Calculations12 Aug 2018 22:36
Biffa
As one who has mentioned the potential of the SP to be above £5 at some point in the future I'm one of the mindless rampers probably.
However, as mentioned eaier paying need to where we are on the value creation/exploration journey of HUR as it relates to the barrels is quite important in understanding your own view of value.
A 25yr NPV-10 producing 50m barrels p.a. (150k bopd) with $5bn CapEx sunk at outset (inc interest until repaid) and OpEx of $850k per day equates to about $23.4bn. This is $9.00 per share or £7.00 using $1.30/£.
Let's say we drill Warwick and this is successful that gives us 3.5bn barrels or almost 3x the oil in the above NPV-10. Many say that is pessimistic for actual oil recoverable.
However, let's presume a tie back of Lincoln and Halifax are achieved and disregard Warwick that keeps us at 2.5bn barrels of 2C and the value of the 2P EPS.
Based on above in a production scenario one gets £14.00 a share from the NPV-10 and probably 80p a share on a 10yr EPS calc.
Stranded oil is a concern for many as DSPP alludes to and I think is an influence in how Exxon/Hess are moving their Orinduik field to large scale production more quickly with 260,000 bopd FPSO's that SBM have just chopped a year off the development timeline with the 2nd FEED. The industry is nothing if not inventive and will find ways to monetise assets quickly while the betting is good but risk remains.
At the back end of the NPV revenues are net <$500m p.a. due to discounting so knock $7.5bn off to get to a 15yr field life and you are down to $16bn. Multiply by 2 (for 2 fields) and add a $1bn for EPS to be conservative. $33bn.
What else to discount - time to FFD, risks in achieving FFD, risk of stranded assets, oil price risk, input costs rising etc. So discount by another 60% and you get $13.3bn or about $5 a barrel. Or £4 per share.
That is not our value today, possibly never but the longer HUR can hold out and the better the performance of the EPS to the model developed then the closer we may get and who knows beyond it even.
Structure of a sale full, partial, buy some now and pay more later to name a few will all impact potential valuation. However, the stated strategy is well known and the potential for this to move the 2C up the value curve is also known.

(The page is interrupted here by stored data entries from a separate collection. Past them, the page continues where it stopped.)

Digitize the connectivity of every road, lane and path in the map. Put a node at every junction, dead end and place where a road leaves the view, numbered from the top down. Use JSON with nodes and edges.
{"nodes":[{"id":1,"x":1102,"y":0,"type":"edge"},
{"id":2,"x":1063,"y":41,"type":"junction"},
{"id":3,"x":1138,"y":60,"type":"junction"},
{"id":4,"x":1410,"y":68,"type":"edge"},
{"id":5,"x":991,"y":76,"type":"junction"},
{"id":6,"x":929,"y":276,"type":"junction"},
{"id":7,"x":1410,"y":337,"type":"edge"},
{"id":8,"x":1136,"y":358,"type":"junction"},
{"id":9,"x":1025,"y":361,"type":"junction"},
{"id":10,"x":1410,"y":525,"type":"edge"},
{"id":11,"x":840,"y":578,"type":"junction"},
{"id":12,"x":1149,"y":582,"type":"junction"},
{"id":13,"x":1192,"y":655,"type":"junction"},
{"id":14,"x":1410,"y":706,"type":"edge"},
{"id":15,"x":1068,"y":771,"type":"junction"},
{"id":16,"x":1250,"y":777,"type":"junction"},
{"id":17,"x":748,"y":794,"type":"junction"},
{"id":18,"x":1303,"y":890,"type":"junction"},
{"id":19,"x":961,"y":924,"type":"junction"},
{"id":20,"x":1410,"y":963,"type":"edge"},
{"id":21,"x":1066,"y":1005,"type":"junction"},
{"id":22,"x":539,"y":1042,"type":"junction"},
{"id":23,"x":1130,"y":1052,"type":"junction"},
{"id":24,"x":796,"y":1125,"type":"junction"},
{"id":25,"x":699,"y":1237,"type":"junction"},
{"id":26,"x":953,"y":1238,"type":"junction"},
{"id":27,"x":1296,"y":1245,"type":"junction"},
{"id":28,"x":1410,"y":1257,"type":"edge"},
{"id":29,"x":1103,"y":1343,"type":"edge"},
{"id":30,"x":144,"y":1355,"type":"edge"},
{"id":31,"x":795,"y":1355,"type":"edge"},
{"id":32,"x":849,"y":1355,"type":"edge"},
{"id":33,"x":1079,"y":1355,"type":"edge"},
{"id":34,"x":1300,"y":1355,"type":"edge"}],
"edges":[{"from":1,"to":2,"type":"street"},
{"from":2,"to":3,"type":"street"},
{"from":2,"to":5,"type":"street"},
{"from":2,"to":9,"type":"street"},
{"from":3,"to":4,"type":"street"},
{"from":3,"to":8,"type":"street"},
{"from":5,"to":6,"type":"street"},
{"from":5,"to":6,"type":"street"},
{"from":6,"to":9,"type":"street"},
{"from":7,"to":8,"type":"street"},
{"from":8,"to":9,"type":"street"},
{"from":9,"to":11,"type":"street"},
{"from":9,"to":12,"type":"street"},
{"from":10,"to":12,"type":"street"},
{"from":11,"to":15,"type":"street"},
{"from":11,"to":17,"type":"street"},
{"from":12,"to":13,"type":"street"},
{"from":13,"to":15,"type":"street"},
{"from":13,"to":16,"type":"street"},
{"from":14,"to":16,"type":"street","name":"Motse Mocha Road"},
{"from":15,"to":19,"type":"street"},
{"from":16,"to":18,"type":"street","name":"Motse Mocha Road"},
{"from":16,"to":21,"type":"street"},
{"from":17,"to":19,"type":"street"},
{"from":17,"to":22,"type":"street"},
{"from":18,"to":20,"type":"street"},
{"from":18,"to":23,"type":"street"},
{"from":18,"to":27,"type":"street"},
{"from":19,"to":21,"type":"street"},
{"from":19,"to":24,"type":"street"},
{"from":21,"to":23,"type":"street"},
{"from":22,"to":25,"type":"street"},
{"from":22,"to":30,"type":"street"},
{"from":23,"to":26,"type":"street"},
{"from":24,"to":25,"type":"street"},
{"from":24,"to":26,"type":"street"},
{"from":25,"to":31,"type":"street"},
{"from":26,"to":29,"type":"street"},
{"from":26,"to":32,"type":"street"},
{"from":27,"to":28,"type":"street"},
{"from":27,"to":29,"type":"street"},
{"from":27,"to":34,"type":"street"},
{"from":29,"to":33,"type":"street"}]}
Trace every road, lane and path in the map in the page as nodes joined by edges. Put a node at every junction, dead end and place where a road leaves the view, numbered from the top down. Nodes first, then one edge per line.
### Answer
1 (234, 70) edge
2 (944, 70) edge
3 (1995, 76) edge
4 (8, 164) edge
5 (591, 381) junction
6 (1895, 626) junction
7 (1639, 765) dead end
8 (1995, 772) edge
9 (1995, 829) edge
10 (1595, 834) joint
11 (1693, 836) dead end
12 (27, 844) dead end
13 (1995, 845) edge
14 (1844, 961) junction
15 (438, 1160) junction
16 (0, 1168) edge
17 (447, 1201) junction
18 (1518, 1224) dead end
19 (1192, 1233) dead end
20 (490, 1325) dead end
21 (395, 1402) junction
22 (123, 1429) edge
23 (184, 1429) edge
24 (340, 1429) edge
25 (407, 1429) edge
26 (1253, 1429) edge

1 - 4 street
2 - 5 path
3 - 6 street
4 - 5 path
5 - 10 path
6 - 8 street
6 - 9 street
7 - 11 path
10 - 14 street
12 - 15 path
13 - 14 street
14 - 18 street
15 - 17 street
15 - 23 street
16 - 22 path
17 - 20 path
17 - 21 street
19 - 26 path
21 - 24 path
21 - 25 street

When investors (the market) starts to feel this is more likely to happen the SP should move from current levels. At what speed and to what ultimate level - who knows.
I've quoted Maynard Keynes before but it is always worth remembering, "the market can remain irrational for much longer than you can remain solvent."
This is where I think the BoD should have a plan B for IFD of some sort but the fact they have not and how they spoke at AGM indicates that a performing EPS will see players start to bid and they will either trigger defence doc and remain private for a short period longer, recommend a deal or succumb to a hostile TO.